Time Trial Mode allows player to race any track for unlimited laps and also race against your own ghost car each lap to push you along. There is also time trial challange which allows the player to run as many laps until a timer runs out. Weather can be changed in this mode.

Network Mode allows the player to race against other over the Local IPX lan network, Internet, modem, or direct serial connection.

Picture - Main Race Mode Menu

Single Race steps: The pictures below takes the player through the single race mode menus where the player needs to enter the race parameters, enter player name or any cheat codes, car selection, track selection and skill level(novice, normal, expert).  The last menu before you race allows you to do garage settings and load and save car setups.

Picture of  Single Race Mode Menu
Picture of Player name/cheats Menu
Picture of Select Car Menu
Picture of Select Track Menu
Picture of Skill Level Selection Menu
Picture of Start Race/Garage Settings Menu

Replay Mode in Toca 2

The Replay mode is very easy to use.

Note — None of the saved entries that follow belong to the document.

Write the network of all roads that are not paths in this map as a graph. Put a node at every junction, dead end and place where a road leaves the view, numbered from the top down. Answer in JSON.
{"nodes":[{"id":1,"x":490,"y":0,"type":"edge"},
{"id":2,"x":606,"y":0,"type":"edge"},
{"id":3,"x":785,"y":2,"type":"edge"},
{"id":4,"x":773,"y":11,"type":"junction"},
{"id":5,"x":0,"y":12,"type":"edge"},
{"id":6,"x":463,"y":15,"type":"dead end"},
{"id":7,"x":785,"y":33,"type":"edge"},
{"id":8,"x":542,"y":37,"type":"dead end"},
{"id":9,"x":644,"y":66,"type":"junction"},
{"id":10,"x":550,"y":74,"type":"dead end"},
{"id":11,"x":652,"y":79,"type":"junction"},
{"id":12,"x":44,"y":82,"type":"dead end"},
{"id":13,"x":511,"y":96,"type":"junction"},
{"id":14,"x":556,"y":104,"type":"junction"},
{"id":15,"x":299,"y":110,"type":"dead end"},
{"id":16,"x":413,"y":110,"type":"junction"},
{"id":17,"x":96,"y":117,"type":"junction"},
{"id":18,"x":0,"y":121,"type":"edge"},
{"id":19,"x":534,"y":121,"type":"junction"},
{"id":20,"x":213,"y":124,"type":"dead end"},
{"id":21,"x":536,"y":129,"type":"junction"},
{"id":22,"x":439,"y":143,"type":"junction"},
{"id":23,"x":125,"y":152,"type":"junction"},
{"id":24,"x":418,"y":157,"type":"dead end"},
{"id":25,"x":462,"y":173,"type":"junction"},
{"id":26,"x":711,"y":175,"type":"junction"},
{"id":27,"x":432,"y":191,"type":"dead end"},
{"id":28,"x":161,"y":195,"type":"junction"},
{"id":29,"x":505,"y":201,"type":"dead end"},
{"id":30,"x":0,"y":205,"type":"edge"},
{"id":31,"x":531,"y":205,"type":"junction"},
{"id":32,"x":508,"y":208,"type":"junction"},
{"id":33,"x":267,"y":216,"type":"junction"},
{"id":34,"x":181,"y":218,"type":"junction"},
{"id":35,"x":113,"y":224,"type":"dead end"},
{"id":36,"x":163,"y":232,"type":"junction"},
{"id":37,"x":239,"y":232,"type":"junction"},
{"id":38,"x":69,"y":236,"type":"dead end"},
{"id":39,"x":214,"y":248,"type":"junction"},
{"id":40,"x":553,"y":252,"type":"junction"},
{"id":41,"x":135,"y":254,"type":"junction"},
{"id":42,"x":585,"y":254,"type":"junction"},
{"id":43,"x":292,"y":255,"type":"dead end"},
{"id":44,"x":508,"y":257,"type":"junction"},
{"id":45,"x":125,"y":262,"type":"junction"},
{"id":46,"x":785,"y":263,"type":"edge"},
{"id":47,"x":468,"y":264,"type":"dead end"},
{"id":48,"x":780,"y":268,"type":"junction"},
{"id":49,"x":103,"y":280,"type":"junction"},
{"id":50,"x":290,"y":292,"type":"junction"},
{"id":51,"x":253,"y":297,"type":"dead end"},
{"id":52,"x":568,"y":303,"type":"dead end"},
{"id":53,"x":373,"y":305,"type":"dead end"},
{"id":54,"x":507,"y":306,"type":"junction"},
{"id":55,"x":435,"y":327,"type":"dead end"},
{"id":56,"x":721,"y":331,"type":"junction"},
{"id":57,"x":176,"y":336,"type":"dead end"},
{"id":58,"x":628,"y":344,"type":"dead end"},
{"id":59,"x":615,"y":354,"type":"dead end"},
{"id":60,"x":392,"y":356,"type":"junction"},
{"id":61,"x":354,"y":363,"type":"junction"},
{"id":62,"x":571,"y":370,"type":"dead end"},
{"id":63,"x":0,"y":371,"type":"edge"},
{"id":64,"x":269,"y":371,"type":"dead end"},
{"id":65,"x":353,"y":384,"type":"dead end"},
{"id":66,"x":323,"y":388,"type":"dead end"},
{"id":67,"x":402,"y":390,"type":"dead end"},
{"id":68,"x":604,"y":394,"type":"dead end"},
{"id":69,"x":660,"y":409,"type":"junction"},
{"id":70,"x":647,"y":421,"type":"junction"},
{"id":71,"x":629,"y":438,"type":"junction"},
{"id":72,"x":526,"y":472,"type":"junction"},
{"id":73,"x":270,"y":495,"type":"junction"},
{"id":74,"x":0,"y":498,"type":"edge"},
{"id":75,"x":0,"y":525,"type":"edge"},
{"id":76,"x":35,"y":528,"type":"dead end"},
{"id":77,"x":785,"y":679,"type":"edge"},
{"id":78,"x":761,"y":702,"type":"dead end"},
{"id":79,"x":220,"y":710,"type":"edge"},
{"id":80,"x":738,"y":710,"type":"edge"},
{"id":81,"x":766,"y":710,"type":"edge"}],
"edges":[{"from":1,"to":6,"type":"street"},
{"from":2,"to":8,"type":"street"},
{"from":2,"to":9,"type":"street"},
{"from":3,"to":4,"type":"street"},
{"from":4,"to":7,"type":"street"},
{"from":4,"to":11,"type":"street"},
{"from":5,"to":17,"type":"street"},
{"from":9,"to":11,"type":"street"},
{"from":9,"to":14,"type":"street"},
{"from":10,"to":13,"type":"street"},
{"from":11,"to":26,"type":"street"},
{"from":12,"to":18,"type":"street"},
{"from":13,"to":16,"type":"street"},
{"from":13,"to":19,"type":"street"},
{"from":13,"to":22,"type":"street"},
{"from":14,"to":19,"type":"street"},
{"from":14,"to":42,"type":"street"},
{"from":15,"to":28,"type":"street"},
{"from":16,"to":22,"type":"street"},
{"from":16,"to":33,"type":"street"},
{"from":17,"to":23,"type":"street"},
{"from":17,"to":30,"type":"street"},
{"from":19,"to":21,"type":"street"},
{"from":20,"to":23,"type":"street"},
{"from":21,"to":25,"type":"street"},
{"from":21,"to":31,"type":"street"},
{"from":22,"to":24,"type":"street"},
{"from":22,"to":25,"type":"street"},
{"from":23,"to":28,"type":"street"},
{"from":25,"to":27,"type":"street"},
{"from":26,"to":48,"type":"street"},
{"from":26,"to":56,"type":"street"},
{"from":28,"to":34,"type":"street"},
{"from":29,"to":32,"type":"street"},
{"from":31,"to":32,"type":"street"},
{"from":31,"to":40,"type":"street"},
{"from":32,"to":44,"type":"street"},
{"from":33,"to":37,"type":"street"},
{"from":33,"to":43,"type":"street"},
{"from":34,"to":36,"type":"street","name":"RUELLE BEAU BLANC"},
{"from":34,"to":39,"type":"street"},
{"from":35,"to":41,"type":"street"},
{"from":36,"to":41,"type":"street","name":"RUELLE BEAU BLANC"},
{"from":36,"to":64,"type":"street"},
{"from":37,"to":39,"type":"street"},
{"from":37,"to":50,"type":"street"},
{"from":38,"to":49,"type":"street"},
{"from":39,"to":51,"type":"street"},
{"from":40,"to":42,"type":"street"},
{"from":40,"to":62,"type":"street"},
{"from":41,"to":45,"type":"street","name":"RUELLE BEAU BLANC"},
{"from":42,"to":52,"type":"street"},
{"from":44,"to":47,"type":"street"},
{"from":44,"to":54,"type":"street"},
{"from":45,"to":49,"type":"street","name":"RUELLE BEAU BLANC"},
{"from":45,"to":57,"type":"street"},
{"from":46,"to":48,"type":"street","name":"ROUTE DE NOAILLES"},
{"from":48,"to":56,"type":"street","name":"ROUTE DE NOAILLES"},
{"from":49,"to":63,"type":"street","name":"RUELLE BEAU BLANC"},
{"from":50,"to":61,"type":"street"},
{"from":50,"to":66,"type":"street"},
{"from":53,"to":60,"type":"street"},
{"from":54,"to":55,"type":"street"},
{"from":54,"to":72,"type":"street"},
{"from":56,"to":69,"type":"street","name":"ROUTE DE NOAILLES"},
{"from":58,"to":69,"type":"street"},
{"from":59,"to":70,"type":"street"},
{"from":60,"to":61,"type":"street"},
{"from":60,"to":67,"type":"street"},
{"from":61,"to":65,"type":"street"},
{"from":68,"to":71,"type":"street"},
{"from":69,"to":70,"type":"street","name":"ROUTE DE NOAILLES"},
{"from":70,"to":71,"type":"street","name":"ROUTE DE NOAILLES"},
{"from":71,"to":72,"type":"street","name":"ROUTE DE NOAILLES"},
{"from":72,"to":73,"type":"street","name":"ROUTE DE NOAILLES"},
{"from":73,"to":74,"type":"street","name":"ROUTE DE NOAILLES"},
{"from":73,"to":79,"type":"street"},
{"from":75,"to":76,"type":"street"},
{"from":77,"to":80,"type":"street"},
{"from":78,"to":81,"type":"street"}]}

This is selected from the show replay on the Toca 2 main menu above. The replay menu allows the  player to select the replay to run. Once selected, it loads the track and the standard VCR type controls are at the bottom of the screen. It allows you do several different views of the car or select one of the other cars. Dont know if the replays are memory dependant. With 64 Meg of RAM, i can capture about 5 laps of racing. Need to double check this again.

Picture - Main Replay Menu
Picture - VCR controls during replay

Garage Setup Menus

Before you start to race on any track, the game gives the player a chance to select the garage to modify the players car setup. The garage allows setup of  tires, brake bias, downforce, gears, and suspension.  Below are the pictures of the garage menus. You need to have a little bit knowledge of  Car physics or basics to be able to setup each car correctly for faster times..

Picture - General car setup menu
Picture - Gear Ratio setup menu
Picture - Suspension setup menu

Force Feedback in Toca2

Toca 2 allows for force feedback controllers. I am using the Microsoft Sidewinder FF wheel with the game. With the controller enabled, it allows the player to feel the bumps on the track, the curbs, and bumps into the other cars or walls. You also get some resistance in the corners while racing. With the FF wheel, it gets me more into the game and each race when recieving the feedback from the wheel. Be sure in the controllers section to select for Analog type controller. Selecting Digital does not seem to work with my FF wheel.

Cheat Codes for Toca 2

We do not encourage the use of certain cheat codes as we feel it takes away from the desired intention of Toca 2 and the earning of the cars and tracks by the points system. Here are the cheat codes that work with the PC version of the game.

          DOUBLE - All tracks
CARTASTIC - All cars
GIRDLE - Alternate track appearance
TOPDOWN GTA - overhead type view
HANGOVER - Blurry horizon
TIMEOUT - Full championship distances
OUCH - Battle mode
RUBBER - Bouncing crashes
MOVIE - Funny crashes
HIGHJUMP - Reduced gravity
SKINNY - Wheels only
SKATES - Turbo mode
REPEL - Unknown

Final Words

As I said in the beginning, this is a fun game to race,  even though it is not a true SIM as some may tag it. With all the options, cars, and tracks, it will take you many hours to master the game. If you can find some live players to race against in the network mode, will take the game even farther in enjoyment. Be sure to get a 3D card for smoother operation an adequate processor speed.